CSC/ECE 517 Spring 2015 M1503 EDTS
Extending Developer Tools for Servo
Introduction
Rust
Rust is a general purpose, multi-paradigm, compiled programming language developed by Mozilla Research. It is designed to be a "safe, concurrent, practical language", supporting pure-functional, concurrent-actor, imperative-procedural, and object-oriented styles.<ref>http://en.wikipedia.org/wiki/Rust_%28programming_language%29</ref> Being a modern systems programming language focusing on safety and speed, it accomplishes these goals by being memory safe without using garbage collection.<ref>http://doc.rust-lang.org/nightly/intro.html</ref>
Servo
Servo is an experimental project to build a Web browser engine for a new generation of hardware: mobile devices, multi-core processors and high-performance GPUs. With Servo, we are rethinking the browser at every level of the technology stack — from input parsing to page layout to graphics rendering — to optimize for power efficiency and maximum parallelism. Servo builds on top of Rust to provide a secure and reliable foundation. Memory safety at the core of the platform ensures a high degree of assurance in the browser’s trusted computing base. Rust’s lightweight task mechanism also promises to allow fine-grained isolation between browser components, such as tabs and extensions, without the need for expensive runtime protection schemes, like operating system process isolation.<ref>https://www.mozilla.org/en-US/research/projects/</ref>
Background
Remote Developer Tools
Firefox supports remote developer tools - ie. communicating with an arbitrary server that implements a protocol for exposing information about web content. You can use the Firefox developer tools on your desktop to debug Web sites and Web apps running in other browsers or runtimes. The other browser might be on the same device as the tools themselves or on a different device, such as a phone connected over USB.
Project Description
Servo implements a very basic developer tools server that currently supports executing JS remotely and investigating the DOM tree in the document inspector. We want to expand these capabilities by completing previous work that enables remote logging from web content, and add new capabilities to log HTTP requests and responses to allow for easier debugging of network-related problems in Servo.<ref>https://github.com/servo/servo/wiki/More-developer-tools-student-project</ref>
The initial step included changes for enabling remote logging from the Web Console using 'console.log'. This was completed as part of the OSS project (Pull request here).
In continuation, the objective of the project is to add support for logging HTTP requests and responses in the Web Console.
Requirement Analysis
To configure Firefox for remote debugging, please follow the instructions on Setting up Firefox
Alternatively, to just view the Web Console, follow instructions here.
As mentioned above, Firefox provides the ability to debug a web page running on a remote server with its Developer Tools.
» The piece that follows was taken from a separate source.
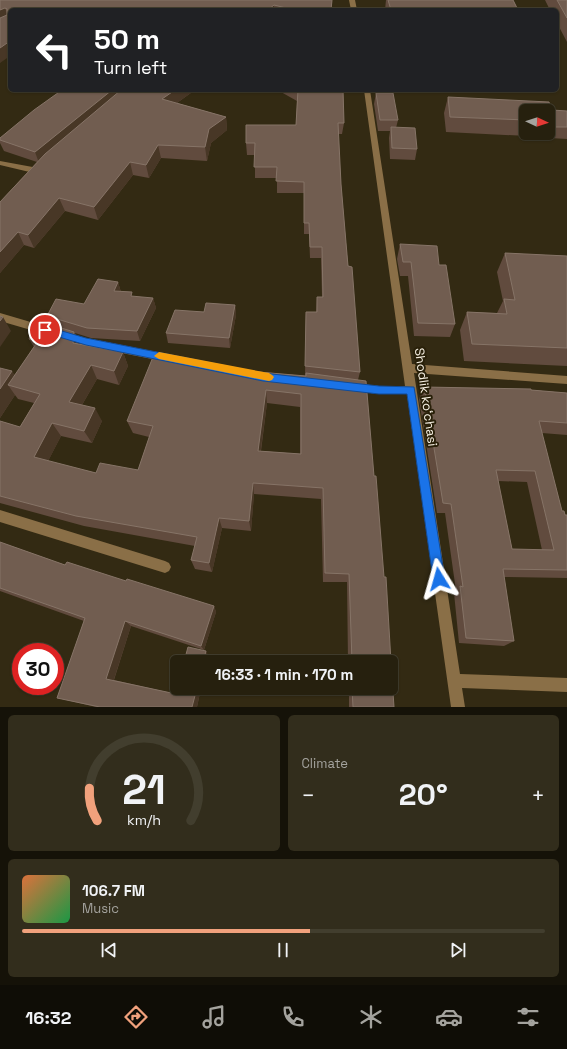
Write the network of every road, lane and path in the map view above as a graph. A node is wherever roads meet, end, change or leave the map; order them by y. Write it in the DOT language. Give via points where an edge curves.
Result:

The Message Display pane of the Web Console displays various kinds of messages:
- HTTP requests
- JavaScript warnings and errors
- CSS warnings, errors, and reflow events
- Security warnings and errors
- console API calls
- Input/output messages
The Message Display pane looks like this:
Open the Web Console from the Developer menu (or Ctrl+Shift+K) from a version of Firefox with Developer Tools extensions. Navigate to any web page and observe messages on the Web Console (Console tab). You may have to check the Log option under "Net" (the first option in black). The log is cleared on every redirection/reload of a page. To avoid this, you can select the "Enable Persistent Logs" option in Settings.
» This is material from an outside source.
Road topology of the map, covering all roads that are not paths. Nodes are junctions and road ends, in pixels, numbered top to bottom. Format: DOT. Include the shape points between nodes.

HTTP Requests are logged with lines that looks like this on the Web Console:
Clicking on the message brings up a new window that gives more details about the HTTP request and the response.
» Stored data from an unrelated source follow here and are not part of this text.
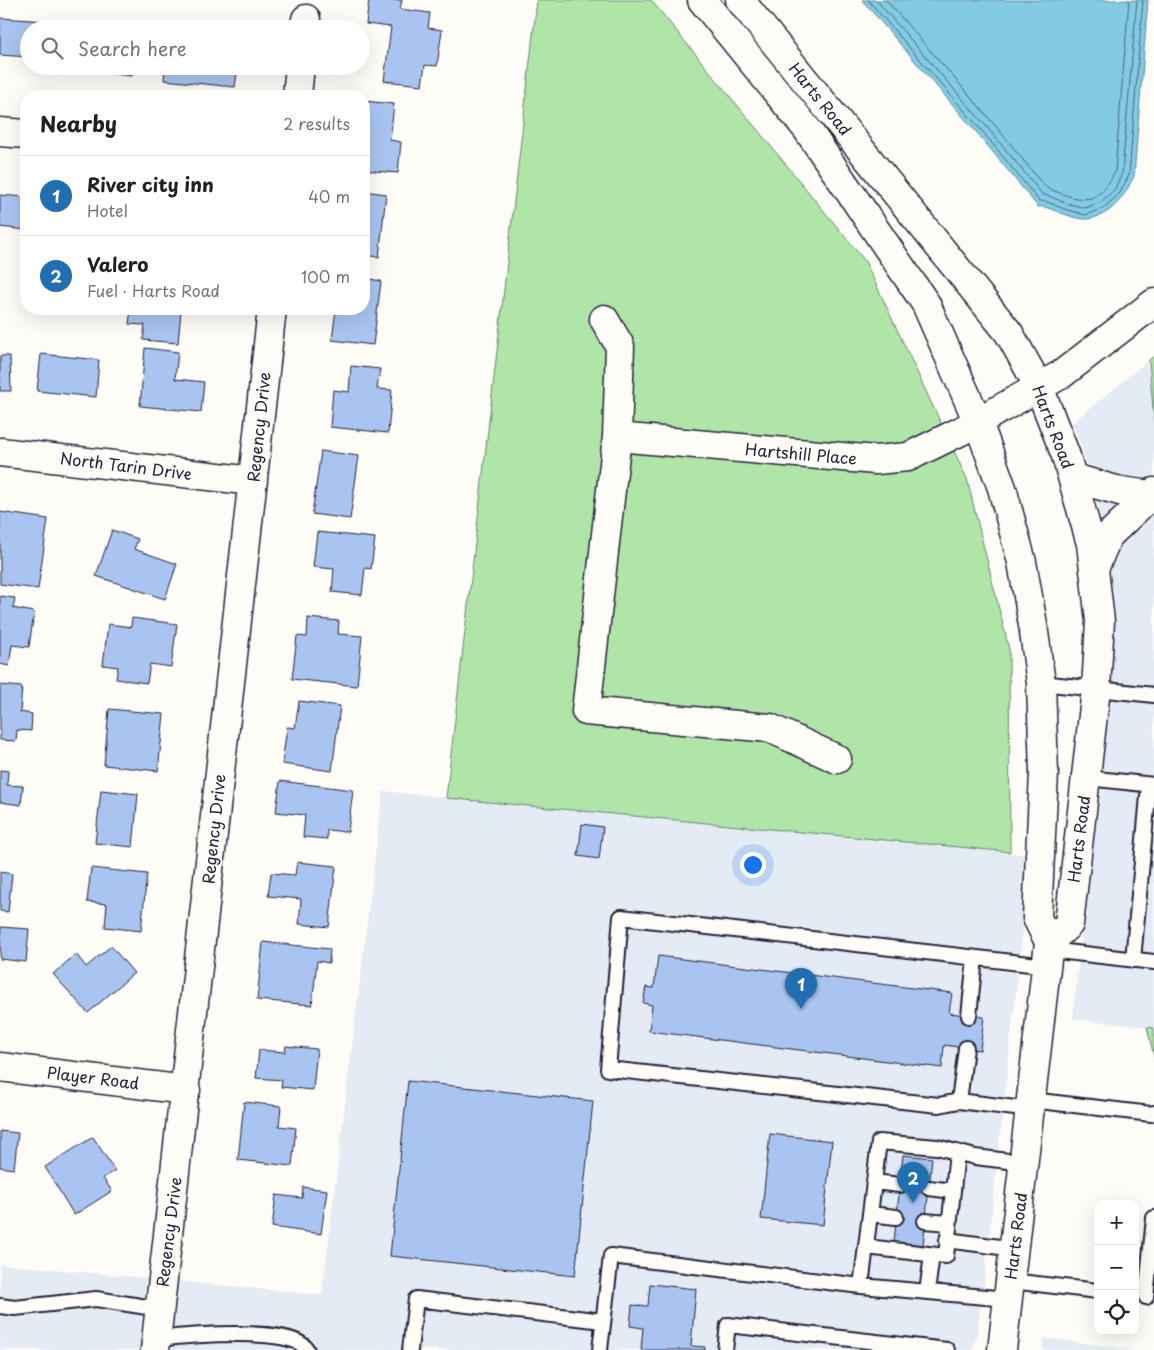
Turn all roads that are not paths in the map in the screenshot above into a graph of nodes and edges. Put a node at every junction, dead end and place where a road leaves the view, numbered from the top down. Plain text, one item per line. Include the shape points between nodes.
1 (702, 0) edge
2 (740, 0) edge
3 (778, 48) junction
4 (754, 64) junction
5 (299, 75) edge
6 (298, 90) edge
7 (0, 132) edge
8 (20, 134) edge
9 (1154, 303) edge
10 (271, 315) edge
11 (604, 319) dead end
12 (1039, 387) junction
13 (978, 422) junction
14 (617, 437) junction
15 (0, 452) edge
16 (1073, 478) junction
17 (253, 481) junction
18 (1153, 494) edge
19 (1094, 569) junction
20 (1041, 683) junction
21 (1096, 689) junction
22 (1154, 695) edge
23 (837, 759) dead end
24 (1087, 778) junction
25 (1151, 785) edge
26 (1048, 953) junction
27 (975, 958) junction
28 (1133, 960) junction
29 (1154, 962) edge
30 (969, 1016) dead end
31 (966, 1048) dead end
32 (0, 1067) edge
33 (186, 1090) junction
34 (959, 1101) junction
35 (1031, 1105) junction
36 (1154, 1113) edge
37 (956, 1153) junction
38 (1025, 1163) junction
39 (874, 1182) junction
40 (900, 1185) dead end
41 (929, 1188) dead end
42 (952, 1191) junction
43 (870, 1214) junction
44 (896, 1218) dead end
45 (1154, 1218) edge
46 (925, 1221) dead end
47 (949, 1224) junction
48 (947, 1240) junction
49 (866, 1248) junction
50 (1015, 1249) junction
51 (932, 1255) junction
52 (862, 1286) junction
53 (1010, 1290) junction
54 (1094, 1291) edge
55 (927, 1292) junction
56 (1145, 1297) edge
57 (0, 1306) edge
58 (160, 1309) junction
59 (604, 1321) junction
60 (156, 1345) edge
61 (307, 1350) edge
62 (410, 1350) edge
63 (600, 1350) edge
64 (725, 1350) edge
65 (947, 1350) edge
66 (1002, 1350) edge

1 - 4 street, Harts Road
2 - 3 street, Harts Road
3 - 4 street
3 - 12 street, Harts Road via 1008,333
4 - 13 street, Harts Road via 807,129 926,304
5 - 6 street
7 - 8 street
9 - 12 street, Hartshill Place via 1062,374
10 - 17 street, Regency Drive
11 - 14 street via 620,346
12 - 13 street, Hartshill Place
12 - 16 street, Harts Road
13 - 14 street, Hartshill Place via 908,457 876,460
13 - 20 street, Harts Road via 1002,488 1022,562
14 - 23 street via 586,711 770,728
15 - 17 street, North Tarin Drive
16 - 18 street via 1120,491
16 - 19 street, Harts Road via 1091,544
17 - 33 street, Regency Drive
18 - 19 street via 1108,536
19 - 21 street, Harts Road via 1100,621
20 - 21 lane
20 - 26 street, Harts Road via 1044,772 1037,918
21 - 22 lane
21 - 24 street, Harts Road
24 - 25 lane
24 - 26 street, Harts Road via 1069,924
25 - 28 lane
26 - 27 lane
26 - 28 lane
26 - 35 street, Harts Road
27 - 30 lane
27 - 34 lane via 621,917 608,1069 939,1105
28 - 29 lane
31 - 34 lane
32 - 33 street, Player Road
33 - 58 street, Regency Drive
34 - 35 lane
35 - 36 lane
35 - 38 street, Harts Road
37 - 38 lane
37 - 39 lane via 937,1147 880,1142
37 - 42 lane
38 - 50 street, Harts Road
39 - 40 lane
39 - 43 lane
41 - 42 lane
42 - 47 lane
43 - 44 lane
43 - 49 lane
45 - 56 lane
46 - 47 lane
47 - 48 lane
48 - 50 lane
48 - 51 lane via 946,1256
49 - 51 lane
49 - 52 lane
50 - 53 street, Harts Road
51 - 55 lane
52 - 55 lane
52 - 59 lane via 612,1256
53 - 54 lane
53 - 55 lane
53 - 66 street, Harts Road
57 - 58 lane via 15,1308 96,1299
58 - 60 street, Regency Drive
59 - 62 lane via 416,1299
59 - 63 lane
60 - 61 lane via 204,1334 247,1334 293,1339
64 - 65 lane via 728,1325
Versions of Firefox in use today use Gecko as the browser engine. The Developer Edition of Firefox includes complete support for the latest Firefox Developer Tools
Servo so far implements partial support for Developer Tools, which does not include the logging of HTTP requests as shown above. The goal of this project is to implement capability for logging HTTP requests and responses on the Web Console. When we run Servo with our changes on a webpage with the --devtools argument, and connect from an instance of Firefox, we should be able to see the HTTP requests and responses from the server appear on the log in the Web Console.
Implementation
The following is a rough list of changes that will be required in the code to enable logging of HTTP messages. It includes adding types for HTTP request and response messages to the enum that represents messages exchanged between Servo and the debugger client. An "actor" is created to store the information that will be sent in these messages.
- Add a NetworkEventMessage variant to the DevtoolsControlMsg enum in devtools_traits/lib.rs, containing fields for the request id and the network event.
- DevtoolsControlMsg is a template type for the messages exchanged between the developer tools server and the actor objects. The developer tools server runs in a loop in the run_server function in devtools/lib.rs (this will be referred to as the "main loop" in run_server). The run_server function takes as arguments a sender and receiver, that can send and receive respectively messages of type <DevtoolsControlMsg>
- A new variant NetworkEventMessage of DevtoolsControlMsg will be used for all network event messages that are sent to the developer tools server. These messages will notify the server of either an HTTP request or an HTTP response.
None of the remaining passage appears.